FERNANDO ANDRADE – Há um belo desenho de um certo traço entre uma vida de um menino-homem e sua memória. Como aqueles romances de formação que líamos dos autores europeus, principalmente. E teu traço da sua pena que fica entre o pictórico e a escrita, desfila pela esquina das lembranças todo um mundo ou universo sentimental. Fale um pouco sobre isso.
LUÍS PIMENTEL – É isso mesmo. Grande parte dos poemas deste livro vem do universo da memória, do território das lembranças. A imagem dos “romances de formação” é muito boa, já que muitas imagens da infância e da juventude, mesmo que idealizadas, se cruzam para desembocar no tempo da maturidade, da desilusão, da velhice.
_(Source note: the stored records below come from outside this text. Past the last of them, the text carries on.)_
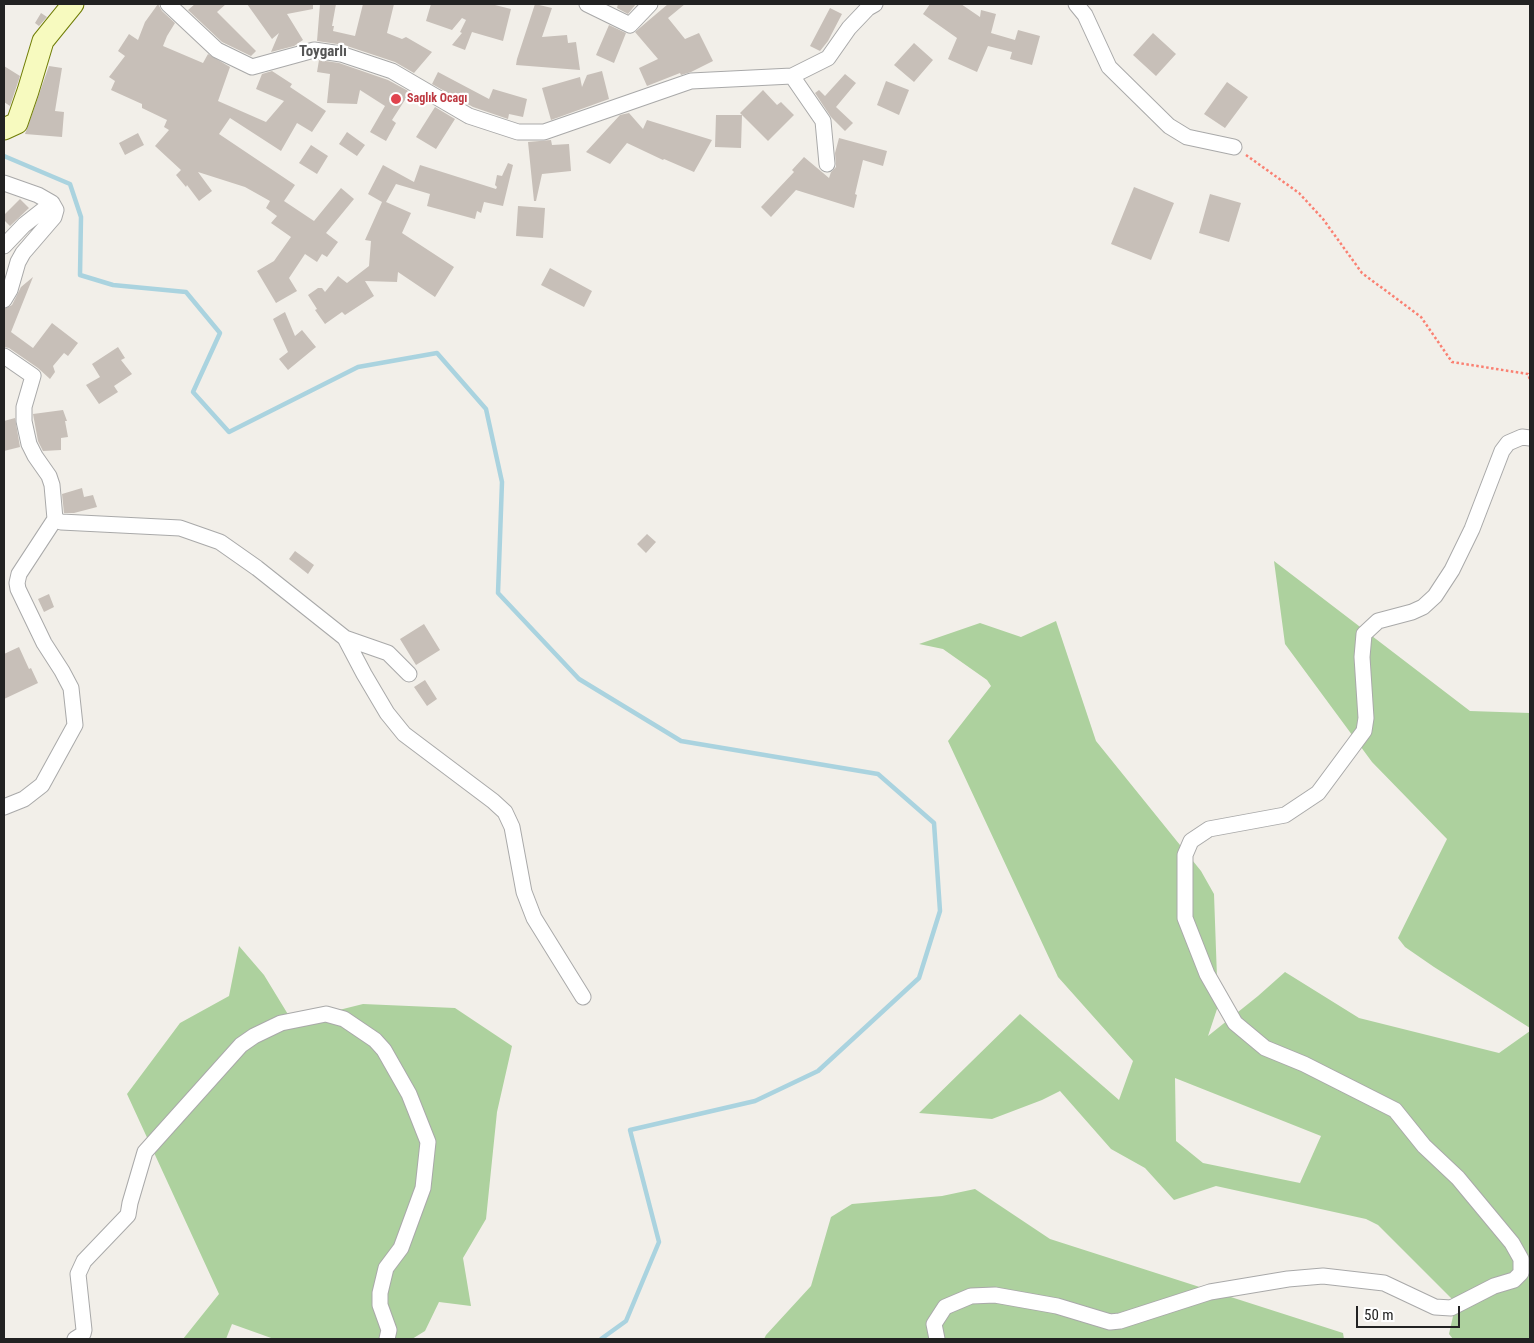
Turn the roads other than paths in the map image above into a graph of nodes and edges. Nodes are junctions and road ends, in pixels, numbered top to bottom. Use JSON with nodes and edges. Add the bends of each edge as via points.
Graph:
{"nodes":[{"id":1,"x":73,"y":4,"type":"edge"},
{"id":2,"x":168,"y":4,"type":"edge"},
{"id":3,"x":587,"y":4,"type":"edge"},
{"id":4,"x":650,"y":4,"type":"edge"},
{"id":5,"x":875,"y":4,"type":"edge"},
{"id":6,"x":1076,"y":4,"type":"edge"},
{"id":7,"x":792,"y":76,"type":"junction"},
{"id":8,"x":4,"y":129,"type":"edge"},
{"id":9,"x":1234,"y":147,"type":"road end"},
{"id":10,"x":828,"y":164,"type":"dead end"},
{"id":11,"x":4,"y":182,"type":"edge"},
{"id":12,"x":52,"y":203,"type":"junction"},
{"id":13,"x":4,"y":246,"type":"edge"},
{"id":14,"x":4,"y":300,"type":"edge"},
{"id":15,"x":4,"y":356,"type":"edge"},
{"id":16,"x":1530,"y":438,"type":"edge"},
{"id":17,"x":55,"y":519,"type":"junction"},
{"id":18,"x":345,"y":638,"type":"junction"},
{"id":19,"x":409,"y":674,"type":"dead end"},
{"id":20,"x":4,"y":807,"type":"edge"},
{"id":21,"x":583,"y":997,"type":"dead end"},
{"id":22,"x":75,"y":1339,"type":"edge"},
{"id":23,"x":387,"y":1339,"type":"edge"},
{"id":24,"x":937,"y":1339,"type":"edge"}],
"edges":[{"from":1,"to":8,"type":"street","via":[[42,41],[17,122]]},
{"from":2,"to":7,"type":"street","via":[[217,50],[252,67],[314,50],[341,54],[392,71],[469,116],[518,132],[544,132],[692,81]]},
{"from":3,"to":4,"type":"street","via":[[630,25]]},
{"from":5,"to":7,"type":"street","via":[[849,28],[828,58]]},
{"from":6,"to":9,"type":"street","via":[[1085,15],[1109,67],[1169,126],[1187,137]]},
{"from":7,"to":10,"type":"street","via":[[823,121]]},
{"from":11,"to":12,"type":"street"},
{"from":12,"to":13,"type":"street"},
{"from":12,"to":14,"type":"street","via":[[56,210],[54,217],[23,253]]},
{"from":15,"to":17,"type":"street","via":[[33,376],[24,407],[24,421],[29,444],[52,485]]},
{"from":16,"to":24,"type":"street","via":[[1522,437],[1508,443],[1502,451],[1472,529],[1435,596],[1412,612],[1378,621],[1364,634],[1364,731],[1318,793],[1285,815],[1209,829],[1191,841],[1185,855],[1185,918],[1207,974],[1235,1023],[1265,1048],[1395,1110],[1512,1243],[1521,1258],[1521,1273],[1514,1280],[1494,1286],[1451,1308],[1435,1307],[1384,1284],[1323,1276],[1210,1292],[1110,1322],[1057,1306],[995,1295],[971,1296],[944,1307],[934,1324]]},
{"from":17,"to":18,"type":"street","via":[[61,522],[180,528],[220,542]]},
{"from":17,"to":20,"type":"street","via":[[19,574],[17,583],[44,643],[70,688],[75,725],[42,785],[24,799]]},
{"from":18,"to":19,"type":"street","via":[[388,653]]},
{"from":18,"to":21,"type":"street","via":[[387,714],[404,734],[506,812],[512,827],[524,892],[534,918]]},
{"from":22,"to":23,"type":"street","via":[[84,1330],[78,1274],[84,1261],[128,1215],[146,1152],[241,1045],[281,1023],[326,1014],[344,1019],[384,1050],[409,1094],[428,1142],[423,1188],[400,1248],[388,1264],[382,1282],[380,1305],[389,1330]]}]}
FERNANDO ANDRADE – Lugares, afetos, reminiscências são mediadas por você num torvelinho de imagens que me lembram um pouco Fellini, próximo à um universo familiar. Fale um pouco desta possível relação. E como lidar com aproximação do que estamos tão imersos sentimentalmente no jogo da passagem do tempo? A literatura então seria um forma de aproximação ou distanciamento deste jogo?
LUÍS PIMENTEL – Talvez a literatura seja a arte que melhor convive, e nos leva a conviver, com esse jogo da passagem do tempo. O cinema também. O cinema de Fellini, especialmente. No caso das reminiscências, você enxergou muito a mediação: realmente, quando vou visitar o baú da memória encontro muito mais imagens do que palavras para recontar o tempo.
FERNANDO ANDRADE -Tua poesia tem uma narratividade que me parece de um novelo de um conto, pois há certa espécie de fábula, no sentido do contar, ou narrar? Você percebe isso?
LUÍS PIMENTEL – Sim. E vem de minha proximidade e convivência com a prosa, que têm sido mais assíduas do que com a poesia. Vem especialmente do exercício do conto, gênero que tenho praticado muito e que publiquei alguns títulos, e da ficção infanto-juvenil, gênero que concentra o maior número de títulos em minha obra
literária.
FERNANDO ANDRADE – Cenários tanto no cinema como na literatura podem servir de metáforas, analogias, sobre sentimentos, afetos, esquecidos ou lembrados. A máquina do desejo das imagens está em desenhar a esquina de algo que flui. Como uma estação, estação de trem, encontros e despedidas, ou estação do ano, cuja passagem são os dias contínuos. Você opera muito bem esta máquina do tempo, cuja lente parece ser das imagens do cinematógrafo. Fale disso.
LUÍS PIMENTEL – A influência do cinema – bem como da música – é muito forte em minha literatura, tanto em versos quanto em prosa. Tanto o ritmo das canções, quanto o ritmo nas narrativas visuais, me inspiram muito.
É sedutor arrumar palavras para o que nasceu antes como imagem (o cinema) ou como ritmo (a música). Estou começando muito lentamente a trabalhar uns poemas, que talvez um dia resulte em livro, que são todos inspirados em filmes, ou dedicados a eles.